● Assignment:
Filter the entries down to the lines containing "Lake", and copy those lines.

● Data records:
□ □ □

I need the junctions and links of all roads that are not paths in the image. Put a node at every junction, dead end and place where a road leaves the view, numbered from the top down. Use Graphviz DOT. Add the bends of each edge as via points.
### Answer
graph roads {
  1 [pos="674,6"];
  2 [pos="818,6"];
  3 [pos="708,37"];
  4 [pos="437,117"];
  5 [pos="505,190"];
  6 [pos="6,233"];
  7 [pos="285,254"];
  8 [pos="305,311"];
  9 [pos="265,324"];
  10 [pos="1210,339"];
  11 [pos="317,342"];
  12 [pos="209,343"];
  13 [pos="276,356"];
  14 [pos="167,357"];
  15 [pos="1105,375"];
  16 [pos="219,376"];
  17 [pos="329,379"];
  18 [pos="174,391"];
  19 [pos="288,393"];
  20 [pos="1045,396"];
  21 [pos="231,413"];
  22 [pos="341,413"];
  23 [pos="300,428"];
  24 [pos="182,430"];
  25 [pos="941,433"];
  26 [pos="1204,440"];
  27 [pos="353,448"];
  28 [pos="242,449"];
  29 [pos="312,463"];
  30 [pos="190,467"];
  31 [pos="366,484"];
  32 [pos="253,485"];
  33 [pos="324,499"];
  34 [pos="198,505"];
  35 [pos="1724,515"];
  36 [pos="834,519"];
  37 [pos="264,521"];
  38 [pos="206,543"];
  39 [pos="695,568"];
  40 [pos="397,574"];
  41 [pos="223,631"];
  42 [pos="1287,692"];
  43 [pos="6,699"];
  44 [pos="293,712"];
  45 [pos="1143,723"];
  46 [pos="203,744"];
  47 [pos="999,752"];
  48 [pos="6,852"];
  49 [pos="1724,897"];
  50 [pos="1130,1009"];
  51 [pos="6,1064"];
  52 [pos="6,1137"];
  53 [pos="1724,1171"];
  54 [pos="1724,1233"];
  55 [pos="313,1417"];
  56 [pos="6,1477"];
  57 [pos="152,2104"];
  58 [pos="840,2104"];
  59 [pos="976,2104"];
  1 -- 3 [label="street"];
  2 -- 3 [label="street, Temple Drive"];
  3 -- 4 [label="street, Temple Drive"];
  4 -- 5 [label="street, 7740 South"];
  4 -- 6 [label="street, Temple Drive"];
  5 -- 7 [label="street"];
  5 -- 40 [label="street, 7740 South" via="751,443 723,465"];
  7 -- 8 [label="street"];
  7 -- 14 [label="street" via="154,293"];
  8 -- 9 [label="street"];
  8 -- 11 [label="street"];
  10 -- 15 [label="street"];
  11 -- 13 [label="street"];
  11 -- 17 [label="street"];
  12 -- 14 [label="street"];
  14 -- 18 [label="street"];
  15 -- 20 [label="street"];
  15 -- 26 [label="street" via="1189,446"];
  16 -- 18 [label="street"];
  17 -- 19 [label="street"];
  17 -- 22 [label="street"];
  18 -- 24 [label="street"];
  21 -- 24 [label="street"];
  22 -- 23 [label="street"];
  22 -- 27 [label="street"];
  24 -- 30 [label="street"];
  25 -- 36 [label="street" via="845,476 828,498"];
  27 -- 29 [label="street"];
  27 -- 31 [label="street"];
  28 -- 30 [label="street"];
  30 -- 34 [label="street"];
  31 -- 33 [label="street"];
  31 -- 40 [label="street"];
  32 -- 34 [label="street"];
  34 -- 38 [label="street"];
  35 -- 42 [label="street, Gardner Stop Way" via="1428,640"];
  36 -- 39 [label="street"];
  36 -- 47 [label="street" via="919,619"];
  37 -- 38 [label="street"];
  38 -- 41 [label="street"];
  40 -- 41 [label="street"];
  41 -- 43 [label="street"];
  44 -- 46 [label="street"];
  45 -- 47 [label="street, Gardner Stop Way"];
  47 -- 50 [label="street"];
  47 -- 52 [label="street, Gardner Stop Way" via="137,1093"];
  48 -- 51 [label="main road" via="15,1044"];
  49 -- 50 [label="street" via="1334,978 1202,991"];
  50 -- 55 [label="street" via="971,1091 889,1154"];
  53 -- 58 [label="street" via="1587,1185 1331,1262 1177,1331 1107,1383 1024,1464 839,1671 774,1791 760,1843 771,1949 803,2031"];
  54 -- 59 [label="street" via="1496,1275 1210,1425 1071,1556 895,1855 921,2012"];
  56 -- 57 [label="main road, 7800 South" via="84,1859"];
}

□ □ □

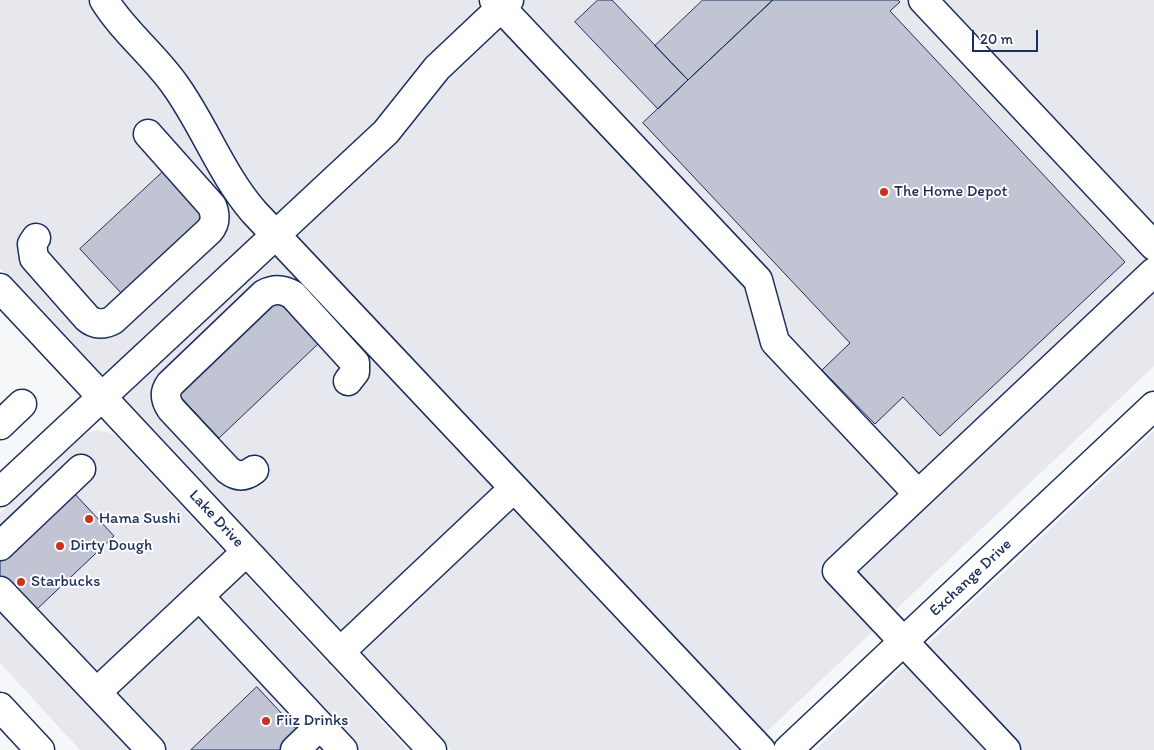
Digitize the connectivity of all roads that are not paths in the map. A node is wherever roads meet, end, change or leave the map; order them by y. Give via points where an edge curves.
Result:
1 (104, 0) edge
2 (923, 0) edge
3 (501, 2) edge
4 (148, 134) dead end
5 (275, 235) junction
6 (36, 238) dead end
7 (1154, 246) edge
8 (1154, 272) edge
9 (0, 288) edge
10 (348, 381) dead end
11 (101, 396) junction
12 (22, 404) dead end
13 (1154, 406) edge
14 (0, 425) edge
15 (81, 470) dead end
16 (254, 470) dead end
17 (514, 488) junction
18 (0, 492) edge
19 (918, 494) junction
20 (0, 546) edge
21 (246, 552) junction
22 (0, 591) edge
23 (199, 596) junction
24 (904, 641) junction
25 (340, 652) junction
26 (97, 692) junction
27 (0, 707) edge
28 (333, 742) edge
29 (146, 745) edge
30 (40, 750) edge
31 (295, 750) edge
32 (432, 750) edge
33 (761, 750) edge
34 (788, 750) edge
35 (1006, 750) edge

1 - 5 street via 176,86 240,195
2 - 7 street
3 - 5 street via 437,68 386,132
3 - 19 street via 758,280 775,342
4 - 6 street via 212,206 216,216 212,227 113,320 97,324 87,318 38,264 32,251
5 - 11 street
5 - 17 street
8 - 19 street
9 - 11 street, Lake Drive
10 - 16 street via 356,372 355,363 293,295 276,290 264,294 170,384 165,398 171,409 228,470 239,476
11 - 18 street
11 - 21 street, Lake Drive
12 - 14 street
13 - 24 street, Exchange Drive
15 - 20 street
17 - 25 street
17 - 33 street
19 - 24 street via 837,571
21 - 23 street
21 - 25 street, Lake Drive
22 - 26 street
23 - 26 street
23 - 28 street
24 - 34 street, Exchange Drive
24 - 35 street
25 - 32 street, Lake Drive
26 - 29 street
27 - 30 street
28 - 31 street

□ □ □

● Solution for this problem:
9 - 11 street, Lake Drive
11 - 21 street, Lake Drive
21 - 25 street, Lake Drive
25 - 32 street, Lake Drive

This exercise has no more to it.